→ Aim of the task: Print the lines in the listing below that fall between the line with "middle pip: (521, 167)" and the line with "index dip: (607, 190)", those two lines included, exactly as they stand and with nothing else.

***** Given data

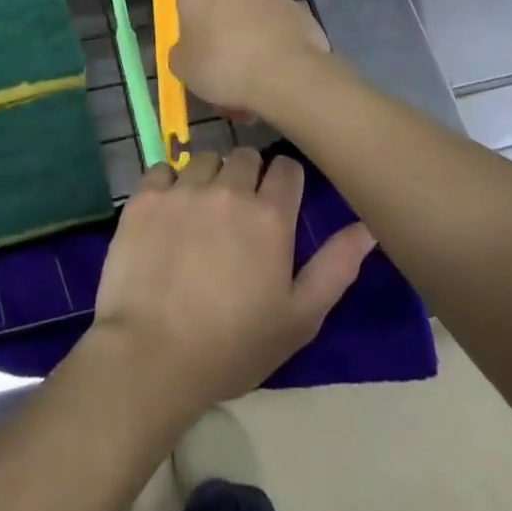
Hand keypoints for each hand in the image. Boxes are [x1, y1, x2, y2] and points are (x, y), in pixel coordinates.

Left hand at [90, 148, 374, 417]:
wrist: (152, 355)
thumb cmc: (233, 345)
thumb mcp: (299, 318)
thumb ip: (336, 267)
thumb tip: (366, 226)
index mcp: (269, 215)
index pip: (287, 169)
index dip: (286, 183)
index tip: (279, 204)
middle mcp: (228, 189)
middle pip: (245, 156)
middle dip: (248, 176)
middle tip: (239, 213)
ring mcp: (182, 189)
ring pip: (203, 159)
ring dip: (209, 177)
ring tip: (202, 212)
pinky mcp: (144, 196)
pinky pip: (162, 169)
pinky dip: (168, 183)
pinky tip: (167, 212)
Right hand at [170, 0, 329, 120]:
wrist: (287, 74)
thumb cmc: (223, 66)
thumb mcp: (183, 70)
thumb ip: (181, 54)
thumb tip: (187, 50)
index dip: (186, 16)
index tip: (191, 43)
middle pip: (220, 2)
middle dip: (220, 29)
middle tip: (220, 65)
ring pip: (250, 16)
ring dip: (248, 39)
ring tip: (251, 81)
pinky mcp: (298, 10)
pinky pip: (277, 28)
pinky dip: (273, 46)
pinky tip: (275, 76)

**********
***** Given data

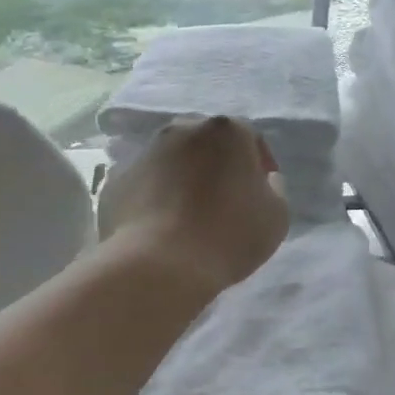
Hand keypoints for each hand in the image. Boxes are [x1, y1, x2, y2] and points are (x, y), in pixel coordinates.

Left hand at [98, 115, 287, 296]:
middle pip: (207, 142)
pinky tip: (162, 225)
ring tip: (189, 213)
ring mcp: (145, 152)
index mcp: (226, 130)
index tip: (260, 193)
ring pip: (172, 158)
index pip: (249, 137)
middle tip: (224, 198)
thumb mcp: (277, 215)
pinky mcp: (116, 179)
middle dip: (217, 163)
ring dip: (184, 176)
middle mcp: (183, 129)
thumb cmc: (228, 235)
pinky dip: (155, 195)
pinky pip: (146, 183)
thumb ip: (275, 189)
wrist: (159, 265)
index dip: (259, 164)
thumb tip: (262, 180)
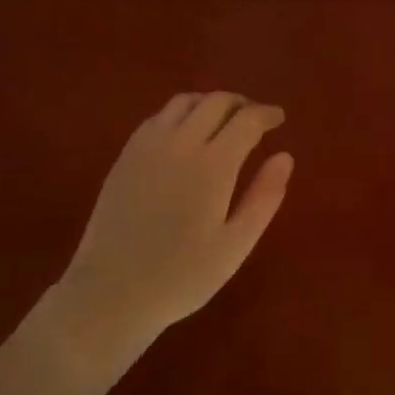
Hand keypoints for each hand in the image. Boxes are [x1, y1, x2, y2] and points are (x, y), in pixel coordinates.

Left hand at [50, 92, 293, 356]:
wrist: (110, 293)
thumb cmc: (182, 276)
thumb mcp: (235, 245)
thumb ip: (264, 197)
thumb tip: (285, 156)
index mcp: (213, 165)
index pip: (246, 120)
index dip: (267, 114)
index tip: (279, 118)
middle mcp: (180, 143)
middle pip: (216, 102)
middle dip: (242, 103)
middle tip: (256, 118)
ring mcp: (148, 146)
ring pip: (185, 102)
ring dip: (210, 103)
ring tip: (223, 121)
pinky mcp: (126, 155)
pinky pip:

**********
***** Given data

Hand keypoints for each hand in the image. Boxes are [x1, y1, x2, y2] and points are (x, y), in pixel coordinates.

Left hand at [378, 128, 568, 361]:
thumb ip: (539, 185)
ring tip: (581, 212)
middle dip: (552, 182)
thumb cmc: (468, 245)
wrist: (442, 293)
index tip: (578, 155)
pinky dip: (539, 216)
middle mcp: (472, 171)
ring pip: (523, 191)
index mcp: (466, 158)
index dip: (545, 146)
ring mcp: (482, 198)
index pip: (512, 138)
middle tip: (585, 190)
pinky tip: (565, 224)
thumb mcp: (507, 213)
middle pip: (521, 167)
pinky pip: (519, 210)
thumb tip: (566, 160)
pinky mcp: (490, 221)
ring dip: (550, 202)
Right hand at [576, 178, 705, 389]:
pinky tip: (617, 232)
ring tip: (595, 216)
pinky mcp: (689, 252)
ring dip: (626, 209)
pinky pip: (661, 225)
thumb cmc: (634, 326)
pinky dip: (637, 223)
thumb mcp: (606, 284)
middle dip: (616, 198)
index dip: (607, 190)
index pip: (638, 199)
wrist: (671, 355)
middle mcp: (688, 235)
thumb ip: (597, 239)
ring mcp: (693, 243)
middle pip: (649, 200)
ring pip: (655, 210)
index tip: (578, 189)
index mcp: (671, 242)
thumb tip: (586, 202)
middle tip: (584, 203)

**********

→ Solution:
middle pip: (521, 167)
pinky pip: (519, 210)
thumb tip: (566, 160)
pinky mcp: (490, 221)
ring dip: (550, 202)
Right hand at [576, 178, 705, 389]:
pinky tip: (617, 232)
ring tip: (595, 216)
pinky mcp: (689, 252)
ring dip: (626, 209)
pinky pip: (661, 225)
thumb cmc: (634, 326)
pinky dip: (637, 223)
thumb mcp: (606, 284)
middle dip: (616, 198)
index dip: (607, 190)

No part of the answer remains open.